Quando Nero tornou-se imperador, Sêneca converteu-se em seu principal conselheiro e tentou orientá-lo para uma política justa e humanitária. Durante algum tempo, exerceu influência benéfica sobre o jovem, mas aos poucos foi forçado a adotar atitudes de complacência. Chegou mesmo a redigir uma carta ao Senado na qual justificava a execução de Agripina em 59. Foi então muito criticado pela fraca oposição à tirania e à acumulação de riquezas, incompatíveis com as concepções estóicas.
Séneca retirou-se da vida pública em 62. Entre seus últimos textos estão a compilação científica Naturales quaestiones ("Problemas naturais"), os tratados De tranquillitate animi (Sobre a tranqüilidade da alma), De vita beata (Sobre a vida beata) e, talvez sua obra mais profunda, as Epistolae morales dirigidas a Lucílio, em que reúne conselhos estóicos e elementos epicuristas na pregação de uma fraternidade universal mais tarde considerada próxima ao cristianismo.

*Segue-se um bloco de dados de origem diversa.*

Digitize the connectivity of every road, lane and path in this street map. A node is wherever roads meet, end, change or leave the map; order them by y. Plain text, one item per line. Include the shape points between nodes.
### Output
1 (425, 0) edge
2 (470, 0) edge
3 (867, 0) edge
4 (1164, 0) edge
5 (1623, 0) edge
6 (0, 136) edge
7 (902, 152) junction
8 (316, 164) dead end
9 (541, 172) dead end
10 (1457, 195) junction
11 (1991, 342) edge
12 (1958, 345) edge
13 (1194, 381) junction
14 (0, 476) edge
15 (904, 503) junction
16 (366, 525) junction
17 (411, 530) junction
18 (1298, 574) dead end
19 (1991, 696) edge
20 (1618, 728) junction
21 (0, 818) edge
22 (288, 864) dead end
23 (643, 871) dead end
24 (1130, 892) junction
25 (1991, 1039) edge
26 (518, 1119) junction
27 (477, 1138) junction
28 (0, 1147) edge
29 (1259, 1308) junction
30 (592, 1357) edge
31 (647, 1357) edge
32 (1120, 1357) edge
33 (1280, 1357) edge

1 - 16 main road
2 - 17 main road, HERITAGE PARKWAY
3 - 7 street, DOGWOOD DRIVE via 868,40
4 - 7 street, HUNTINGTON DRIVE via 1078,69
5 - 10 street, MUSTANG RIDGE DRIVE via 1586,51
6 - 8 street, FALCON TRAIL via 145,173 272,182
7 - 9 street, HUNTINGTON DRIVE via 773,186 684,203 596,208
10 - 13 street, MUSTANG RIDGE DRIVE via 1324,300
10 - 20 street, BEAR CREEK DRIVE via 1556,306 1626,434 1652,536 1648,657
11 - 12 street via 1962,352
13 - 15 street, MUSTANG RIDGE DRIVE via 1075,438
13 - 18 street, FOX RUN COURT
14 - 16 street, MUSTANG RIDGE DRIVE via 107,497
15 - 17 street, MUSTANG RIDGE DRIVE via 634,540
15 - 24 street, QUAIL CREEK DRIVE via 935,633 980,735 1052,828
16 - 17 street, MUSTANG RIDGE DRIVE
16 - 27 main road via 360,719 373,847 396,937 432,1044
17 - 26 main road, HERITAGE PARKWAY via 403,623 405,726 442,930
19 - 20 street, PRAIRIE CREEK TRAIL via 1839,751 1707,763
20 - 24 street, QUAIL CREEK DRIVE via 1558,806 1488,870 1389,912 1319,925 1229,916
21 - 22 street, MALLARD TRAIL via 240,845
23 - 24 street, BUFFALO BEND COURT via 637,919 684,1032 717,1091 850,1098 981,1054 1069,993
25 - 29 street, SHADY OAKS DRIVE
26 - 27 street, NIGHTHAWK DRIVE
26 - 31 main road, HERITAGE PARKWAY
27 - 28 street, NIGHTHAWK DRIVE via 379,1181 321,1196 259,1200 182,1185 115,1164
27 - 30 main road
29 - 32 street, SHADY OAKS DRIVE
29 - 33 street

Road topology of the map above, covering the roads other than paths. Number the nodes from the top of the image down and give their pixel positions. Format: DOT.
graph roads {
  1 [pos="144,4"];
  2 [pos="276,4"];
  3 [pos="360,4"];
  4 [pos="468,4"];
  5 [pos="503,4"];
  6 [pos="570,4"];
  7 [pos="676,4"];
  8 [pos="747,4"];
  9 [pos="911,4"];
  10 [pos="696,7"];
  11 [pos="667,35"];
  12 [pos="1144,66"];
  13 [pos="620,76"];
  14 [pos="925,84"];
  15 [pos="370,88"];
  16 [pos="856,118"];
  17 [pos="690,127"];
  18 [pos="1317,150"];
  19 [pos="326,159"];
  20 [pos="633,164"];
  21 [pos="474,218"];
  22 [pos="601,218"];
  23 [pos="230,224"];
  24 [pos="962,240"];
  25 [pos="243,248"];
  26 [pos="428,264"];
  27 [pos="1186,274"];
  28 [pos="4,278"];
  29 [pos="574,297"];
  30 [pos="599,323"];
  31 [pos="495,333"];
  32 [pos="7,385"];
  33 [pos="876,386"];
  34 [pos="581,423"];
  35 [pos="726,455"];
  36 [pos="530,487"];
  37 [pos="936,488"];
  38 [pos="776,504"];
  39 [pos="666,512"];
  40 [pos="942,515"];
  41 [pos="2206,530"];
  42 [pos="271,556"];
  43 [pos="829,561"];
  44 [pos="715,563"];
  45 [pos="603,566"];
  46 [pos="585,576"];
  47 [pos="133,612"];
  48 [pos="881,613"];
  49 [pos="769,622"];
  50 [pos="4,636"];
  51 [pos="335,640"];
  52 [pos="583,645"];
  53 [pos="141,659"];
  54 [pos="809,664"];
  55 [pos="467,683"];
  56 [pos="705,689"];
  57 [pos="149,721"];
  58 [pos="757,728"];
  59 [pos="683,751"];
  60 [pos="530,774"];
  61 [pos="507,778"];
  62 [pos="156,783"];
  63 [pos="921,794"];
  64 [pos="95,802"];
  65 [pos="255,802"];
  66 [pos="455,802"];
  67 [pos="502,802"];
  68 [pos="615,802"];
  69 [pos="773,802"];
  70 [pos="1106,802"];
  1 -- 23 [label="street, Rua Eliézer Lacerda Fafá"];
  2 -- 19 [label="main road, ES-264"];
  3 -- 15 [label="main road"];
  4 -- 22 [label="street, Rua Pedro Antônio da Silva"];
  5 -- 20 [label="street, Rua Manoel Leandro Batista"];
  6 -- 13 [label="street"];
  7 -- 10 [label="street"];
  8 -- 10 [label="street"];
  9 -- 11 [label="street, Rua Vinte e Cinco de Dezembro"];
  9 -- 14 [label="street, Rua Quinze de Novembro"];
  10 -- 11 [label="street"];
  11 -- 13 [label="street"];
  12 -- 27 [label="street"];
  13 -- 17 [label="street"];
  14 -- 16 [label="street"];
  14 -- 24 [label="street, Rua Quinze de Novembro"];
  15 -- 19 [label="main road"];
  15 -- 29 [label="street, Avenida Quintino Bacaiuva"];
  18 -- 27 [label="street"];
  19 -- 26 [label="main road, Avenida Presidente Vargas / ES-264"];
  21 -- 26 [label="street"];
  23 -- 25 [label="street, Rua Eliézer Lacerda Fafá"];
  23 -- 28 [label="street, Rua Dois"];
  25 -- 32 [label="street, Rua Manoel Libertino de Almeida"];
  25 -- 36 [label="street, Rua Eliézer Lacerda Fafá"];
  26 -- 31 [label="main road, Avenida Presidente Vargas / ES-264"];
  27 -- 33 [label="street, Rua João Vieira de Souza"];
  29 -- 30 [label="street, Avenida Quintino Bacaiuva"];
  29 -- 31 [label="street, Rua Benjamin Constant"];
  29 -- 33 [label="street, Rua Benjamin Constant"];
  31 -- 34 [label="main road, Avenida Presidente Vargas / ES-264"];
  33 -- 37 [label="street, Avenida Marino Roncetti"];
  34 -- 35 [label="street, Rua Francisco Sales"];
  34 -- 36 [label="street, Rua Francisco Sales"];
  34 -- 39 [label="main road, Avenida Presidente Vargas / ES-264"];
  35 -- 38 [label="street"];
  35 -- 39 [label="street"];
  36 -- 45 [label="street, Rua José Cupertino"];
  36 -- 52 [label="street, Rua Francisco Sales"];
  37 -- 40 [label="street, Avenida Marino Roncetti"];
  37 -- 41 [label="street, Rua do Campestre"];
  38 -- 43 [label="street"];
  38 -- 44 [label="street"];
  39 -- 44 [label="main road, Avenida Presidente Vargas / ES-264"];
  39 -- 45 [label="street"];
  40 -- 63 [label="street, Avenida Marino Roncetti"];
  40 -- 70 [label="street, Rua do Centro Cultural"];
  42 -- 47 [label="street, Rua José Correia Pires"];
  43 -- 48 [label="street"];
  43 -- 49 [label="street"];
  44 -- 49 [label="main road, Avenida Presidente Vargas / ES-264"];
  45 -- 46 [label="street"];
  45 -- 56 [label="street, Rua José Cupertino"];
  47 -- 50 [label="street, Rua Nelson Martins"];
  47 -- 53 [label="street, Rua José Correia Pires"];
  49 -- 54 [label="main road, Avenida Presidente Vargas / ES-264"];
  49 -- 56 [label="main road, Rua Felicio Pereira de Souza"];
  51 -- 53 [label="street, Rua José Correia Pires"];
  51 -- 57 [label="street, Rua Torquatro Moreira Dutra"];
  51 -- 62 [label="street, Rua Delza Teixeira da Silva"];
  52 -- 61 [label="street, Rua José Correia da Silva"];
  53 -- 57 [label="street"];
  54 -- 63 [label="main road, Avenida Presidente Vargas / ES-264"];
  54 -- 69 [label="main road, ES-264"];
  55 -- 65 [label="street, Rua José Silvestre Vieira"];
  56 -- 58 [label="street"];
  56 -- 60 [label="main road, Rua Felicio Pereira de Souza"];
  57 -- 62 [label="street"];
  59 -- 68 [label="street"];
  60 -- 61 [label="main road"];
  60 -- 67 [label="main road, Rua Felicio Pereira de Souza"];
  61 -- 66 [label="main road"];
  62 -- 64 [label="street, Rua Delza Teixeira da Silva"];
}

No ano 65 d.C., Séneca foi acusado de ter participado na conspiração de Pisão, na qual o assassínio de Nero teria sido planejado. Sem qualquer julgamento, foi obrigado a cometer o suicídio. Na presença dos seus amigos cortou os pulsos, com o ânimo sereno que defendia em sua filosofia. Tácito relatou a morte de Séneca e da mulher, que também cortou os pulsos. Nero, com medo da repercussão negativa dessa dupla morte, mandou que médicos a tratassem, e ela sobreviveu ao marido alguns anos.